> _Raw data_:
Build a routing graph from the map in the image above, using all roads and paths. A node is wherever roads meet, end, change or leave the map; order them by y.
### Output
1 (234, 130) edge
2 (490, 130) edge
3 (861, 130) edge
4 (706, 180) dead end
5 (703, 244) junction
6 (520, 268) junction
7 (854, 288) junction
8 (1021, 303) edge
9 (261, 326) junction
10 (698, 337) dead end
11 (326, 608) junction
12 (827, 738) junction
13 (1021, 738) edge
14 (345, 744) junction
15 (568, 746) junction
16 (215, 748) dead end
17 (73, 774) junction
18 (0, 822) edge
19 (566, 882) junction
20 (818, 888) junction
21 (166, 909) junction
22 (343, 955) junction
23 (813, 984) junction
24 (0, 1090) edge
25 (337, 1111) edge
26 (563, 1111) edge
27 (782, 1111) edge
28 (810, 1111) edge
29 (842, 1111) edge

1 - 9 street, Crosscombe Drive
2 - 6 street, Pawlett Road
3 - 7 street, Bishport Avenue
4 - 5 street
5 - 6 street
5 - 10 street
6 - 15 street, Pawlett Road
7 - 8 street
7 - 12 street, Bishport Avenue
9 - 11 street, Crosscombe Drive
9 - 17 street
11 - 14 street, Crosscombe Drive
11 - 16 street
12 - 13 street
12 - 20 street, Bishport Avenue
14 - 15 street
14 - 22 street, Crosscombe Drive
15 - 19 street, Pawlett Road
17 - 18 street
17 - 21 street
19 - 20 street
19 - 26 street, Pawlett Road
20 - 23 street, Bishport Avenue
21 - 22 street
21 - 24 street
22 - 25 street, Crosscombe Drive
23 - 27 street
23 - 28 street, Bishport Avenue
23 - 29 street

> _What you need to do_: Go through the material and select each line with the string "Drive" in it.

> _Solution for this exercise_:
1 - 9 street, Crosscombe Drive
9 - 11 street, Crosscombe Drive
11 - 14 street, Crosscombe Drive
14 - 22 street, Crosscombe Drive
22 - 25 street, Crosscombe Drive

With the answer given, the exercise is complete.